US strikes on Syrian base: what we know

The USS Ross fires a tomahawk land attack missile on April 7, 2017, at a Syrian air force airfield

The missile strike against a Syrian airbase marks the first time the United States has directly attacked the regime of President Bashar al-Assad.

Here is what we know so far about the target and the outcome of the strike.

- The target -

At around 3:40 am Syria time on Friday (0040 GMT) the US military fired 59 Tomahawk missiles at the Shayrat airfield near Homs in central Syria.

According to the Pentagon, as well as hosting Syrian aircraft the facility was used to store chemical weapons.

The Tomahawks targeted aircraft, hardened aircraft shelters, petroleum and logistical storage, ammunition supply bunkers, air defence systems and radars, the Pentagon said.

Pentagon spokesman Navy Captain Jeff Davis said the strike lasted "a couple of minutes."

US intelligence agents believe aircraft from Shayrat conducted a suspected chemical weapons attack on April 4.

National Security Advisor H.R. McMaster said measures had been put in place to avoid hitting sarin gas stored at the airfield.

"So that would not be ignited and cause a hazard to civilians or anyone else," McMaster said.

- How it was launched -

The strike was launched from the destroyers USS Porter and USS Ross in the eastern Mediterranean.

Russian forces were warned ahead of the strike using a special military-to-military hotline.

Davis said the strike was designed to avoid casualties.

"Every precaution was taken to execute this strike with minimal risk to personnel at the airfield," he said.

- The result -

According to the Pentagon, initial indications showed the strike had severely damaged or destroyed Syrian aircraft, infrastructure and equipment at Shayrat.

The Syrian army in a statement said six people were killed at the base and that the attack caused "significant damage".

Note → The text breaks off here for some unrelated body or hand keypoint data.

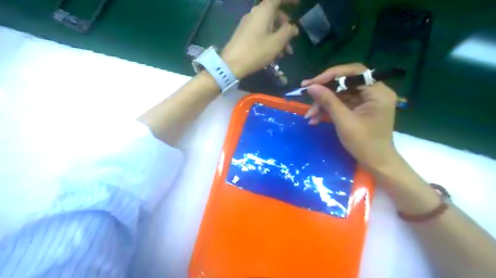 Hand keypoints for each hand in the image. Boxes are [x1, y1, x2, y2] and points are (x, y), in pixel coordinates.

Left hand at [223, 1, 300, 78]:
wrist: (232, 64)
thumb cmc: (256, 51)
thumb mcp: (276, 43)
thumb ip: (287, 32)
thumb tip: (293, 27)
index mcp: (264, 11)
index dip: (289, 0)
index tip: (298, 4)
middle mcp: (255, 13)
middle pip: (274, 13)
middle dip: (285, 25)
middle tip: (292, 38)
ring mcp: (248, 24)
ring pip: (268, 25)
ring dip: (278, 36)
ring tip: (285, 52)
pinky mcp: (244, 34)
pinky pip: (260, 32)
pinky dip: (269, 39)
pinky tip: (273, 54)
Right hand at [302, 63, 397, 169]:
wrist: (375, 162)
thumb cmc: (364, 144)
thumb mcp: (344, 122)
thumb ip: (328, 101)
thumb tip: (311, 87)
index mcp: (378, 92)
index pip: (354, 72)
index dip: (332, 75)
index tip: (313, 82)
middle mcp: (374, 92)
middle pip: (345, 82)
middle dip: (324, 91)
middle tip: (306, 93)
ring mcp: (366, 100)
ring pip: (340, 93)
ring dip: (323, 103)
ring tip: (309, 116)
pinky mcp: (359, 108)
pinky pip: (341, 103)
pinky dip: (328, 110)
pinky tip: (315, 119) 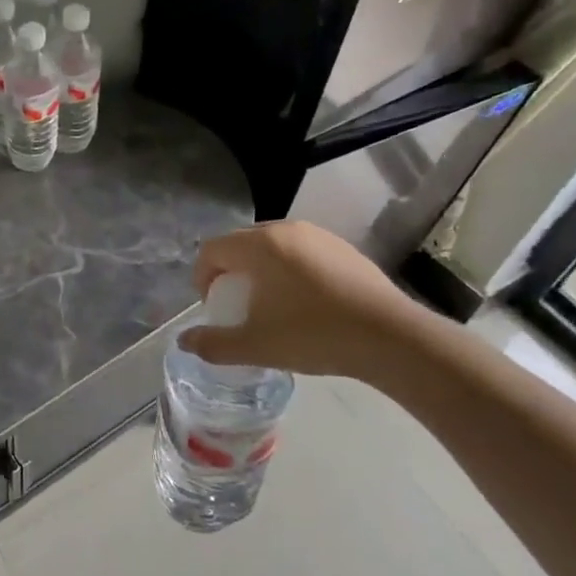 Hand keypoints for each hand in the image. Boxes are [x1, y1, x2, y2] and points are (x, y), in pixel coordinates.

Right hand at [178, 221, 424, 382]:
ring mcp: (319, 236)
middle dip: (230, 272)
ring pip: (273, 247)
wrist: (391, 338)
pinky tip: (306, 303)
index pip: (212, 249)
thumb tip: (184, 341)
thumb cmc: (313, 335)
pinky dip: (291, 271)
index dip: (202, 277)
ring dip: (261, 270)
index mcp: (259, 245)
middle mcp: (286, 230)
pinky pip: (302, 253)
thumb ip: (213, 343)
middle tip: (237, 305)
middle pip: (240, 244)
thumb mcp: (255, 346)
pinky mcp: (345, 249)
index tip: (213, 307)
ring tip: (271, 304) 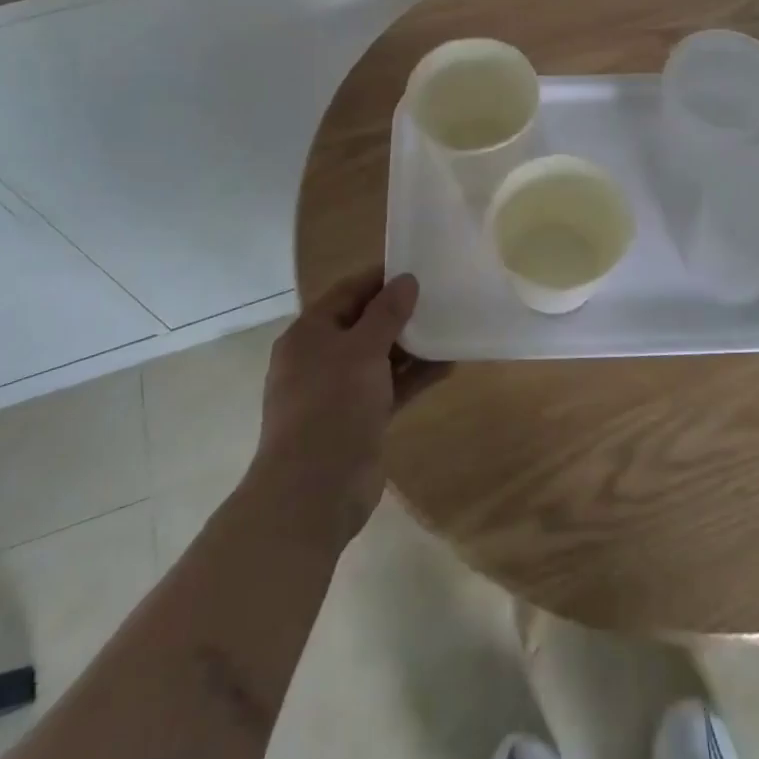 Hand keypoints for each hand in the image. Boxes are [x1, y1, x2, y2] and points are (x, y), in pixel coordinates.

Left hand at [253, 267, 445, 541]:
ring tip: (449, 327)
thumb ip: (386, 313)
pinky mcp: (358, 419)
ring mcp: (338, 391)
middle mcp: (320, 358)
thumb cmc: (332, 405)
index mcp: (309, 333)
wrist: (314, 491)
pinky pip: (389, 387)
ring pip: (379, 357)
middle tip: (439, 297)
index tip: (417, 268)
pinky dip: (413, 377)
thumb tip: (406, 280)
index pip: (347, 292)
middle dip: (400, 312)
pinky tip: (447, 366)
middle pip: (364, 324)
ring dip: (411, 345)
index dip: (380, 279)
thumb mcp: (362, 350)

The SANA state news agency said four children were among nine civilians killed in surrounding villages.

US officials stressed the strike was a direct reaction to the chemical attack, and not the beginning of a broader military campaign against Assad.

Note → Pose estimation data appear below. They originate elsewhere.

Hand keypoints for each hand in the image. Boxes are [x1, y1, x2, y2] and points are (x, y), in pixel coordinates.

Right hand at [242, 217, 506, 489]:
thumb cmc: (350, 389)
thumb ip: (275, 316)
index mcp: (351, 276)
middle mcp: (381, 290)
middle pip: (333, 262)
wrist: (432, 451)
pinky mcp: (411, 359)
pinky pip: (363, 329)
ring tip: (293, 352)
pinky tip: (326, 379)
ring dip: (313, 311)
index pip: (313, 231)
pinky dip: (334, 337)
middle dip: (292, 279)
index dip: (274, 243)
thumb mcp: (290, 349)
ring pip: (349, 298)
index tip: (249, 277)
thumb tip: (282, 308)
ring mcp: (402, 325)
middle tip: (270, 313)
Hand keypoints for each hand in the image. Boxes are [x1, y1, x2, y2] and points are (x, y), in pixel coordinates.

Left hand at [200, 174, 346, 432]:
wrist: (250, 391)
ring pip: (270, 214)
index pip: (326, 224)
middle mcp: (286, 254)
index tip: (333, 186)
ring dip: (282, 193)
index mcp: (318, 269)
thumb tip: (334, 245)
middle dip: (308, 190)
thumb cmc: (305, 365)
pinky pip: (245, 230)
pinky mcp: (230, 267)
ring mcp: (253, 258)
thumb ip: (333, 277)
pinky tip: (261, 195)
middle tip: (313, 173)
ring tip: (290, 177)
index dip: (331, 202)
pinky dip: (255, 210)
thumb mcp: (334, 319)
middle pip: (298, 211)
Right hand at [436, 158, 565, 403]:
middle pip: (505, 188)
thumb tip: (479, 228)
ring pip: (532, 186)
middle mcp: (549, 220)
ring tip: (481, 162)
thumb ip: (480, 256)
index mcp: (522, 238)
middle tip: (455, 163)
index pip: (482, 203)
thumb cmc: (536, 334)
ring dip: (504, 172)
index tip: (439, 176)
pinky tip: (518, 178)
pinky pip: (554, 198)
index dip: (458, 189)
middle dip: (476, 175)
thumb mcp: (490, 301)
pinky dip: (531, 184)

"The strike was a proportional response to Assad's heinous act," Davis said.

Russian state television said that nine planes have been destroyed at the base, but that the runway was intact.

Davis said the runways themselves were not targeted.

- Legal concerns -

The strike was launched at the order of President Donald Trump and was a "proportional response," Davis said.

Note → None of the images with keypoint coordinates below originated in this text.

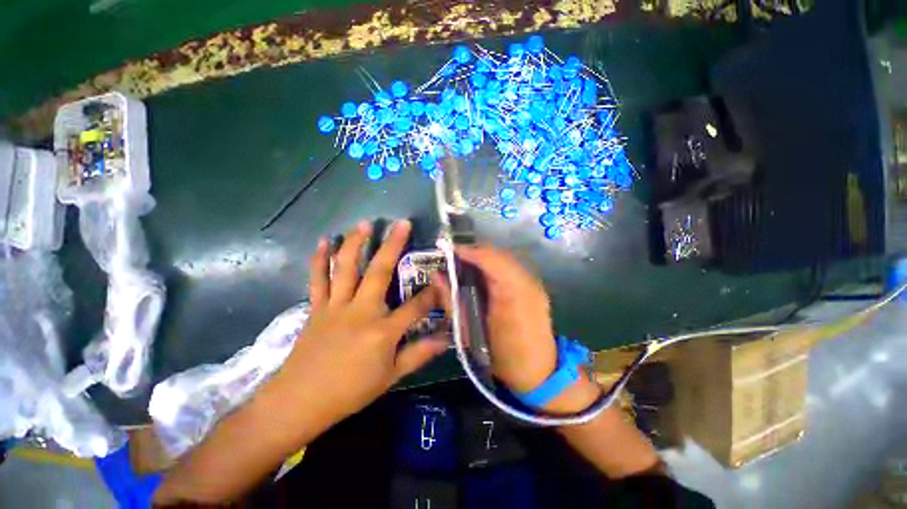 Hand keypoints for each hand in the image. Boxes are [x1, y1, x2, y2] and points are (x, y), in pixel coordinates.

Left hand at [278, 220, 447, 427]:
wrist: (299, 402)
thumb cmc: (349, 391)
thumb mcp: (390, 377)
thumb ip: (419, 354)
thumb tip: (446, 340)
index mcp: (382, 331)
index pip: (415, 307)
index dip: (432, 294)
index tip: (442, 279)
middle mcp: (361, 311)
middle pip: (380, 272)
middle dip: (393, 245)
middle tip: (402, 223)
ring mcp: (336, 306)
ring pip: (346, 268)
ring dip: (356, 243)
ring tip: (365, 223)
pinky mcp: (317, 308)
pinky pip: (318, 279)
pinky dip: (320, 259)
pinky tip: (323, 241)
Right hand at [432, 245, 556, 393]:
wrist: (538, 372)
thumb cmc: (501, 356)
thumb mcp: (469, 331)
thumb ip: (452, 300)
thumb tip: (437, 275)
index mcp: (511, 294)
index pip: (489, 259)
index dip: (467, 251)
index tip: (447, 251)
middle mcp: (526, 282)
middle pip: (497, 254)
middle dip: (473, 253)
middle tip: (453, 260)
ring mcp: (534, 283)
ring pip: (504, 258)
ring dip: (483, 259)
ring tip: (464, 266)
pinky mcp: (534, 287)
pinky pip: (510, 268)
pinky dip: (493, 267)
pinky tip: (482, 276) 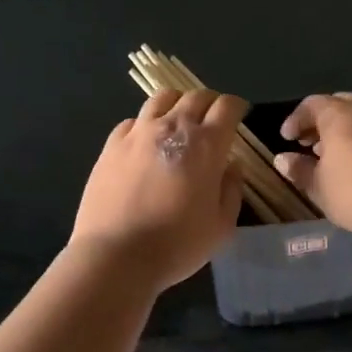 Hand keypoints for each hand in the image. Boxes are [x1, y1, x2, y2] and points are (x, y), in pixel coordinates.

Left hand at [70, 88, 245, 289]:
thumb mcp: (221, 226)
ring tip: (180, 120)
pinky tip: (146, 142)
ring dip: (178, 104)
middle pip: (196, 96)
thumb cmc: (177, 245)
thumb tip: (231, 166)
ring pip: (162, 98)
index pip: (227, 106)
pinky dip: (146, 124)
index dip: (237, 107)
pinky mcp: (111, 145)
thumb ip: (231, 190)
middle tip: (214, 119)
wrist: (116, 256)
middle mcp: (172, 128)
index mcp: (206, 145)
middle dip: (211, 102)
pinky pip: (133, 121)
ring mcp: (138, 133)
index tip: (240, 115)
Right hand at [274, 94, 351, 233]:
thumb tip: (282, 159)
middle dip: (320, 121)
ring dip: (342, 131)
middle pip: (337, 105)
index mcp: (338, 115)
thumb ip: (300, 170)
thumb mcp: (319, 186)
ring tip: (332, 156)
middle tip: (309, 143)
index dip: (296, 119)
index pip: (311, 104)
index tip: (287, 139) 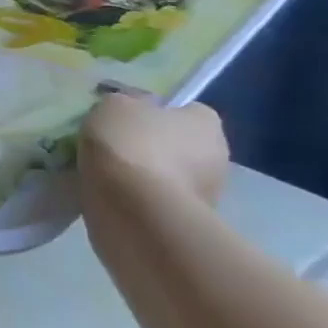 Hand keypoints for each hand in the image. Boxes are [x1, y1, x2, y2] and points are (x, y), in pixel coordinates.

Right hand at [79, 92, 228, 206]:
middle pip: (180, 145)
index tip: (127, 120)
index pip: (186, 110)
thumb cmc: (130, 144)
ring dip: (146, 175)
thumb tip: (130, 110)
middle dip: (153, 147)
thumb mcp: (114, 104)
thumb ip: (126, 103)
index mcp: (207, 121)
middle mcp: (218, 156)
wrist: (135, 209)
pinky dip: (140, 200)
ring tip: (108, 176)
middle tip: (116, 148)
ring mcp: (208, 195)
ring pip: (170, 176)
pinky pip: (159, 202)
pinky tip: (114, 197)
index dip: (155, 113)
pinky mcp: (188, 223) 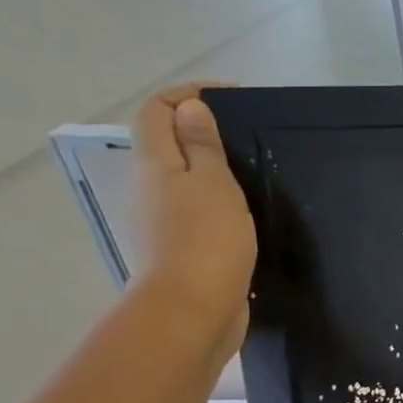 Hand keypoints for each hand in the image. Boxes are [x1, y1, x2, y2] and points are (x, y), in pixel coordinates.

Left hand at [132, 83, 255, 364]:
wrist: (194, 309)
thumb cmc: (207, 241)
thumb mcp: (213, 185)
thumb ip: (203, 146)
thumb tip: (190, 107)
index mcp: (156, 164)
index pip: (158, 110)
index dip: (188, 94)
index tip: (233, 98)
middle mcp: (151, 187)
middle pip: (166, 143)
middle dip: (201, 130)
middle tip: (247, 137)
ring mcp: (163, 220)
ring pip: (183, 179)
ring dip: (211, 169)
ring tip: (252, 174)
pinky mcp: (182, 248)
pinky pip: (196, 210)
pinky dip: (217, 201)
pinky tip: (245, 214)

But critics questioned whether the action amounted to a declaration of war and said Trump should have gone to Congress first.

America is currently hitting the Islamic State group in Syria under a 2001 Authorization for the Use of Military Force.

But Damascus government ally Russia said the strike constituted an "aggression against a sovereign state" and suspended a bilateral agreement to help avoid clashes in the skies over Syria.